■ AVAILABLE DATA
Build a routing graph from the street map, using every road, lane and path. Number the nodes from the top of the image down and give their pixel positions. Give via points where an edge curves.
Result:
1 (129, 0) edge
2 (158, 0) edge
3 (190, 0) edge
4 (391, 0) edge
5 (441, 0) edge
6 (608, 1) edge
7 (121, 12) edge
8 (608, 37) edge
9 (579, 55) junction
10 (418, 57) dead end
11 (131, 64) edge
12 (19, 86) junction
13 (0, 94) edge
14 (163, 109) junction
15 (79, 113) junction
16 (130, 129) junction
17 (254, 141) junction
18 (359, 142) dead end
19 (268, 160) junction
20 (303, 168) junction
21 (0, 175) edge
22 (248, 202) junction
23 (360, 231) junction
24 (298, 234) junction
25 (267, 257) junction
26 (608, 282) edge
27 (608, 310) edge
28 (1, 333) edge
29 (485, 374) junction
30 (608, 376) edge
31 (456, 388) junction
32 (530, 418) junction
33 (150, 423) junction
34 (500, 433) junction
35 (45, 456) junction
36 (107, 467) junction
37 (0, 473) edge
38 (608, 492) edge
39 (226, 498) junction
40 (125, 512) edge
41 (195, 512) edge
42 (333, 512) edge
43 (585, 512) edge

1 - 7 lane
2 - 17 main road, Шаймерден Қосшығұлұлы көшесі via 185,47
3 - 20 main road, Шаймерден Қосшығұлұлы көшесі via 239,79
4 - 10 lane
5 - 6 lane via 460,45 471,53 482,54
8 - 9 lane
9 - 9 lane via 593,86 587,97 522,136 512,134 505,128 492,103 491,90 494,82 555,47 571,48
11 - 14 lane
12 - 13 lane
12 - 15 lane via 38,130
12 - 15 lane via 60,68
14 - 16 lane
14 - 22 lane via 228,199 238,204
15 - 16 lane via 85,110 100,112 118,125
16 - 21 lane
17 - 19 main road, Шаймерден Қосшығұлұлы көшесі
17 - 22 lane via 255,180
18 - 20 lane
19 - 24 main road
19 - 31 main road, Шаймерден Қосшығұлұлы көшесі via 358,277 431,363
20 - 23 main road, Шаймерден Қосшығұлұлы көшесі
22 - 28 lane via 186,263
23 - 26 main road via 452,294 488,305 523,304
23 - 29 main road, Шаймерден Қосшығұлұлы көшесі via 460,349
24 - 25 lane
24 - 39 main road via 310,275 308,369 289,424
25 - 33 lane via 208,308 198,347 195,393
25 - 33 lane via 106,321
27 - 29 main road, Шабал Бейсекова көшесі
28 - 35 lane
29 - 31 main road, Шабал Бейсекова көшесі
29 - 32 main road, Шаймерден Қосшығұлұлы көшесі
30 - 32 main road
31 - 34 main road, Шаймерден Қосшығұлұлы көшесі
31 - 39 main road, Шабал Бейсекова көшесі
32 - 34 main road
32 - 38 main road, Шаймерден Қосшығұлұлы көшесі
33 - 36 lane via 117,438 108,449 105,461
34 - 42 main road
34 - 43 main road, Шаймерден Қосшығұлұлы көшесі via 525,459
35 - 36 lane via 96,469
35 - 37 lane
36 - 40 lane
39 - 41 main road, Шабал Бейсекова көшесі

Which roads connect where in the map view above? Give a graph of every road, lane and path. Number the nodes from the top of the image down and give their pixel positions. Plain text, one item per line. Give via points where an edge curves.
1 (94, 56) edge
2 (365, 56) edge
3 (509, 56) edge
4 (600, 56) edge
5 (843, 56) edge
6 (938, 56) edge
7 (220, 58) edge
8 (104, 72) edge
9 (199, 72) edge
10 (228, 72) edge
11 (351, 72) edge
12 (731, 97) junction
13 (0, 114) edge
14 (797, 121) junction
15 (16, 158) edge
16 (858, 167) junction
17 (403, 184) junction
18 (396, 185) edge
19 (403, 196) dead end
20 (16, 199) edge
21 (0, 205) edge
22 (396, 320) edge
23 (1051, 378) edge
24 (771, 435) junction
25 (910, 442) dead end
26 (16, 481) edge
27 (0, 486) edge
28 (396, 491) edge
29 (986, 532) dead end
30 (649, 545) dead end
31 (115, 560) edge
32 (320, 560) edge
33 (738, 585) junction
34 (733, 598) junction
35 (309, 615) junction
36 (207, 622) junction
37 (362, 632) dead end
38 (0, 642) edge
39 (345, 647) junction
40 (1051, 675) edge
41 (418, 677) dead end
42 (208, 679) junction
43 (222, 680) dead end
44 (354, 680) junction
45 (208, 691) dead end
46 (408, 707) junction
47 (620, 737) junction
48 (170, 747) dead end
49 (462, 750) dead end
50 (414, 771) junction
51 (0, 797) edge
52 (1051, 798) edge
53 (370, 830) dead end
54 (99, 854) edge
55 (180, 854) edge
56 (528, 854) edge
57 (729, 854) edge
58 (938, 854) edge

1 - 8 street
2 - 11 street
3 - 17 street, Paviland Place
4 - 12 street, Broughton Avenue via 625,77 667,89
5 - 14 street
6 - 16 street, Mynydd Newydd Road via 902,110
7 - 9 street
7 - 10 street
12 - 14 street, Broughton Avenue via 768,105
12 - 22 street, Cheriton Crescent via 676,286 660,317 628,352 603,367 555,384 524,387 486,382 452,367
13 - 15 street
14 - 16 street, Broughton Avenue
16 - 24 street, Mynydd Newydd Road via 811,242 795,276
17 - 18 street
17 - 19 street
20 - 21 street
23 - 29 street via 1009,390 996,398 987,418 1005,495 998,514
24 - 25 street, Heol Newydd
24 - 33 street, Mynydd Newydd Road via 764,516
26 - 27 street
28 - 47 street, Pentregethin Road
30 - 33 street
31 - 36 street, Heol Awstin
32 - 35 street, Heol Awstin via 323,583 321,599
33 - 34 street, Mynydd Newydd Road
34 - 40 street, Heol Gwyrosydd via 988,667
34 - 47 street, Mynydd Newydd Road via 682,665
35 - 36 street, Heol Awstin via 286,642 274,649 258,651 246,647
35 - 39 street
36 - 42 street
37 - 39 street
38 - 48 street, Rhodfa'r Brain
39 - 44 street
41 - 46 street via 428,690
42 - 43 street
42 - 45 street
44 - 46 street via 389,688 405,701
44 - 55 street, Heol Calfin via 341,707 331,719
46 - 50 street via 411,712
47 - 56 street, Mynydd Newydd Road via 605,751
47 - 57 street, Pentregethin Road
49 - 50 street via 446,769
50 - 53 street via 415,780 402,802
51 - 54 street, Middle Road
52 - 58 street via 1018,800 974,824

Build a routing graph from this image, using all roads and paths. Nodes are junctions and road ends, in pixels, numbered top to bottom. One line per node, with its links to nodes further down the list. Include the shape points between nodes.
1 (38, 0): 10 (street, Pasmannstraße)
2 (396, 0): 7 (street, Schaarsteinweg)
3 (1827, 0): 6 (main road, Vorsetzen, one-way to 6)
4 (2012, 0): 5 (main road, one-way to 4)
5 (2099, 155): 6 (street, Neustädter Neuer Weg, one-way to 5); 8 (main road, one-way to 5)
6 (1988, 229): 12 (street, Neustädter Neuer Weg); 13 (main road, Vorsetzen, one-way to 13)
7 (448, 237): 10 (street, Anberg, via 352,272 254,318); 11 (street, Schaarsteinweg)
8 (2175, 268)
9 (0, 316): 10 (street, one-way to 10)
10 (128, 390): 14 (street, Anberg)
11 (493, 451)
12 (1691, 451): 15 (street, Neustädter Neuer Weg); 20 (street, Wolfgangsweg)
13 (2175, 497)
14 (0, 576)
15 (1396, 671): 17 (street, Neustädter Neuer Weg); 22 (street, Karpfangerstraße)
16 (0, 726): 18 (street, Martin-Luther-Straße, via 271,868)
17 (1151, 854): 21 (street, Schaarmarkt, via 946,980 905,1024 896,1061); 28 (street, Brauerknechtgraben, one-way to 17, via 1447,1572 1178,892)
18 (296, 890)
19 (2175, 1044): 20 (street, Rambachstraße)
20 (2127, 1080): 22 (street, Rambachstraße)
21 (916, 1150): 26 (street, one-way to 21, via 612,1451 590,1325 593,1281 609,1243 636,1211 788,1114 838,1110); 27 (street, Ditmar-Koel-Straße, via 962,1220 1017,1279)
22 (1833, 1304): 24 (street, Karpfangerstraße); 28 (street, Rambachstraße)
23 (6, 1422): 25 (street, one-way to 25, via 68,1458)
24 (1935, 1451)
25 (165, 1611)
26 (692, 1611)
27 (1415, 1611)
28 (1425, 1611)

■ TASK DETAILS
Exactly how many lines of the data above hold the word "Broughton"? The number is the whole answer.

■ WRITTEN REPLY
3